Project Euler

Problem #29

Consider all integer combinations of a^b for 2 $≤$ a $≤$ 5 and 2 $≤$ b $≤$ 5:

2²=4, 2³=8, 2⁴=16, 2⁵=32
3²=9, 3³=27, 3⁴=81, 3⁵=243
4²=16, 4³=64, 4⁴=256, 4⁵=1024
5²=25, 5³=125, 5⁴=625, 5⁵=3125

If they are then placed in numerical order, with any repeats removed, we get the following sequence of 15 distinct terms:

4, 8, 9, 16, 25, 27, 32, 64, 81, 125, 243, 256, 625, 1024, 3125

How many distinct terms are in the sequence generated by a^b for 2 $≤$ a $≤$ 100 and 2 $≤$ b $≤$ 100?

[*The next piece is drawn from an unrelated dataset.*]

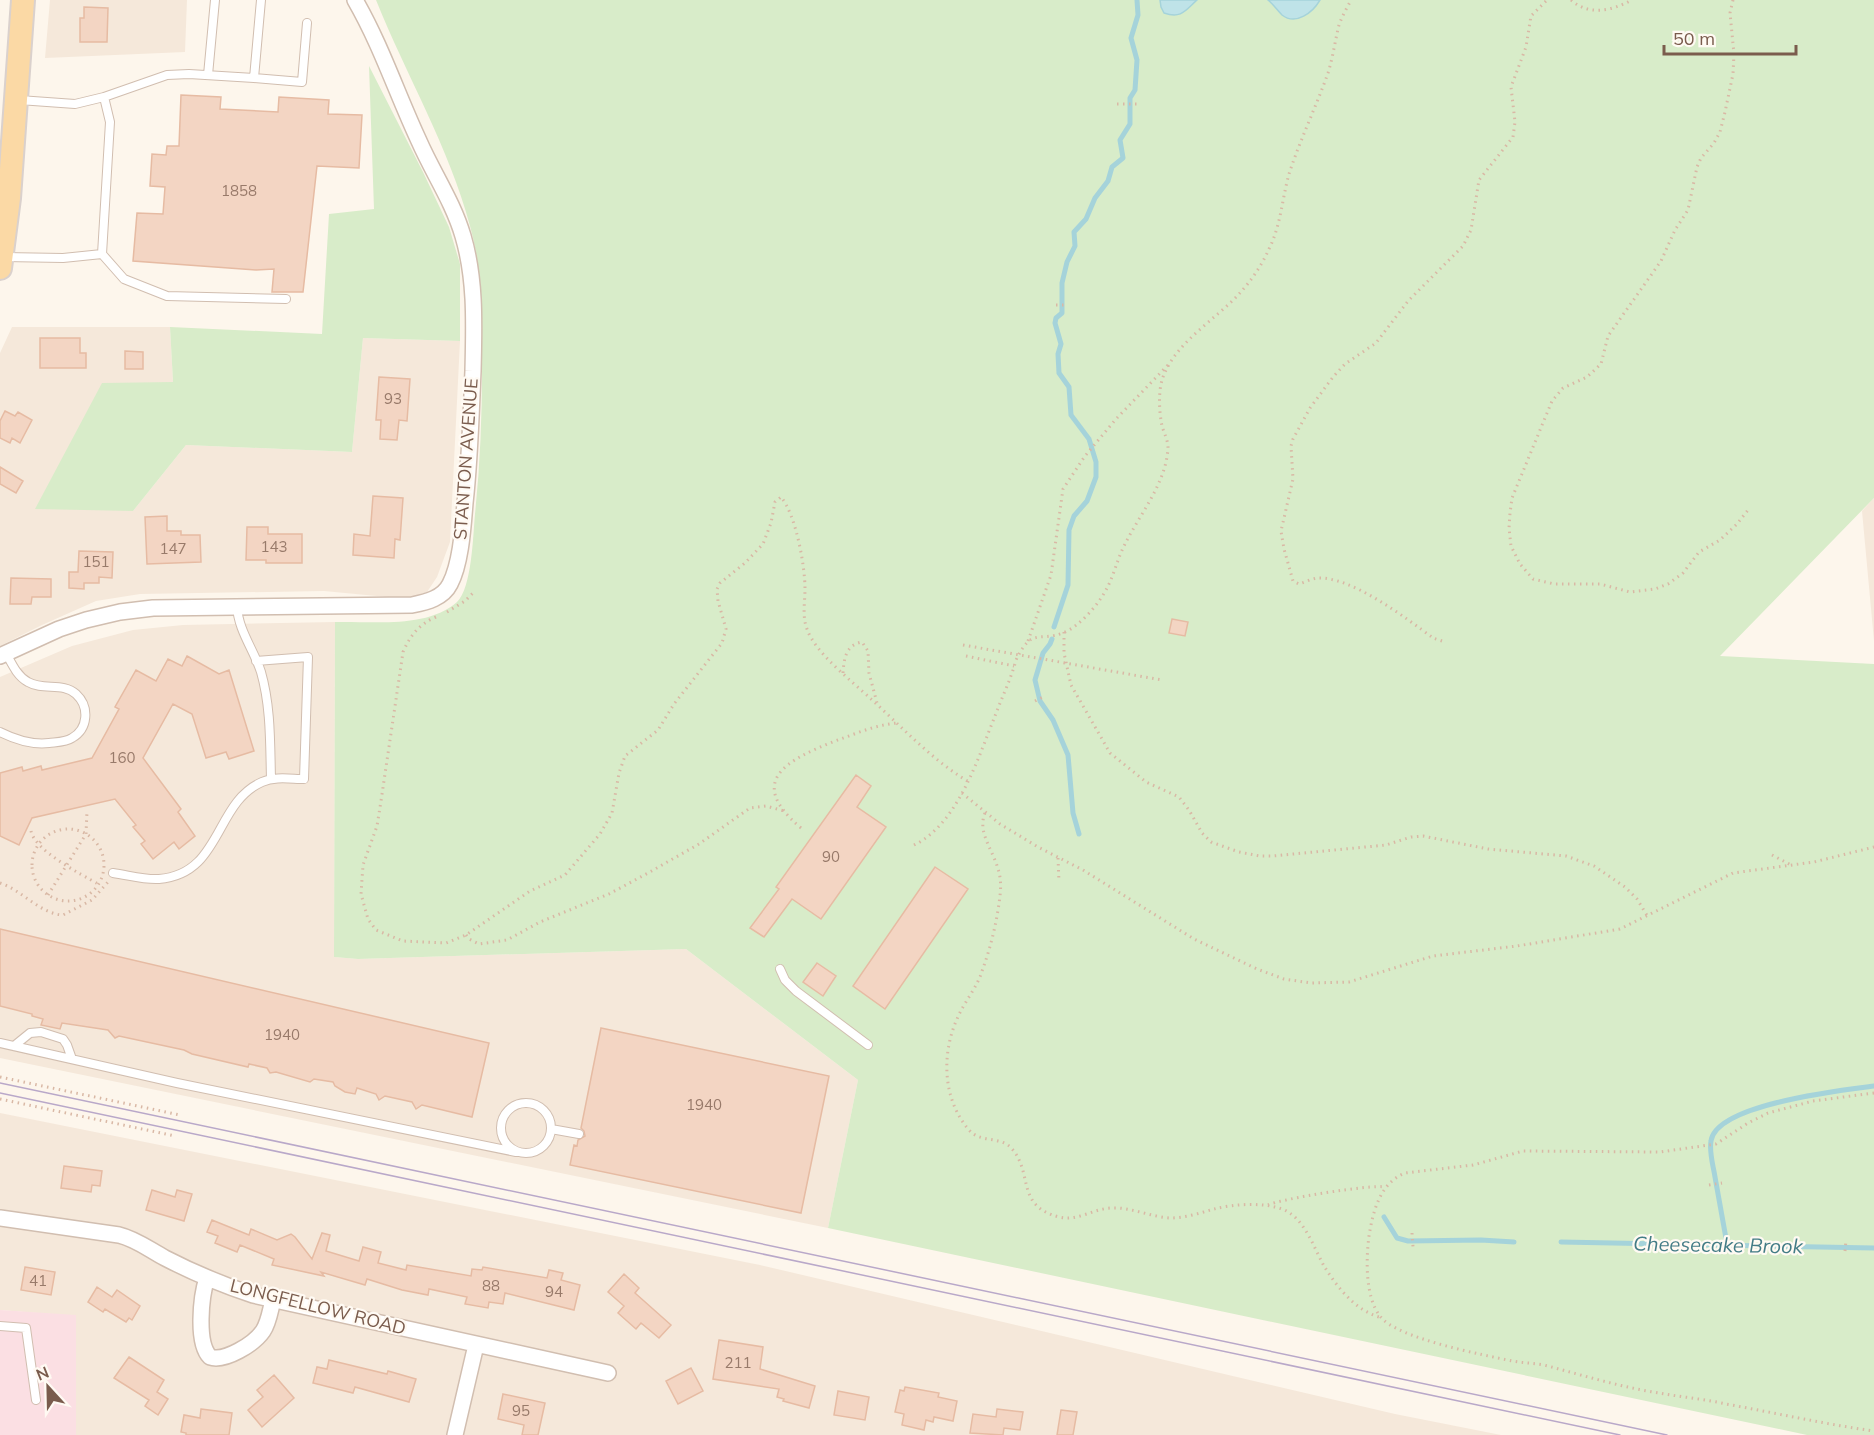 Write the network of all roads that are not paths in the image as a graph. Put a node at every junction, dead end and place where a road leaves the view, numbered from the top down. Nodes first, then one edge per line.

Clojure: Running time = 3.37s

+-;pow
(defn pow [a b]
  (loop [res 1 mult a shift b]
    (if (= 0 shift)
      res
      (if (= 1 (rem shift 2))
        (recur (* res mult) (* mult mult) (bit-shift-right shift 1))
        (recur res (* mult mult) (bit-shift-right shift 1))
      )
    )
  )
)

+-;cartesian-product
(defn cartesian-product [& lists]
  (if (= 1 (count lists))
    (map list (first lists))
    (let [recurs (apply cartesian-product (rest lists))]
      (apply concat (map (fn [el] (map #(cons el %) recurs)) (first lists)))
    )
  )
)

(defn p29 []
  (println
    (count (set (map (fn [[a b]] (pow a b)) (cartesian-product (range 2 101) (range 2 101)))))
  )
)

Erlang: Running time = 0.2s

+-%pow
pow(_,0)->1;
pow(1,_)->1;
pow(A,B)->pow(A,B,1).
pow(_,0,Res)->Res;
pow(Mult,B,Res) when B band 1 == 1 ->
	pow(Mult*Mult,B bsr 1, Res*Mult);
pow(Mult,B,Res)->pow(Mult*Mult,B bsr 1, Res).

+-%cartesian_product
cartesian_product([])->[];
cartesian_product([OneList])->lists:map(fun(X)->[X] end,OneList);
cartesian_product([FirstList|RestLists])->
	Others=cartesian_product(RestLists),
	lists:append(lists:map(fun(Item)-> lists:map(fun(Rest)->[Item|Rest] end, Others) end,FirstList)).

p29()->
	Ans=sets:size(sets:from_list(lists:map(fun([A,B])->pow(A,B) end,cartesian_product([lists:seq(2,100),lists:seq(2,100)])))),
	io:format("~w~n",[Ans]).

Ruby: Running time = 0.08s

+-#cartesian_product
def cartesian_product(*a)
	return [] if a.length==0
	return a[0].map{|h|[h]} if a.length==1
	a.map!{|b| b.to_a}
	b=cartesian_product(*(a[1..-1]))
	a=a[0]
	res=[]
	if block_given?
		a.each do |aitem|
			res=res+b.select{|i|yield(aitem,*i)}.map{|i|[aitem]+i}
		end
	else
		a.each do |aitem|
			b.each{|bitem| res.push([aitem]+bitem)}
		end
	end
	res
end

def p29
  puts cartesian_product((2..100),(2..100)).map{|a,b|a**b}.uniq.length
end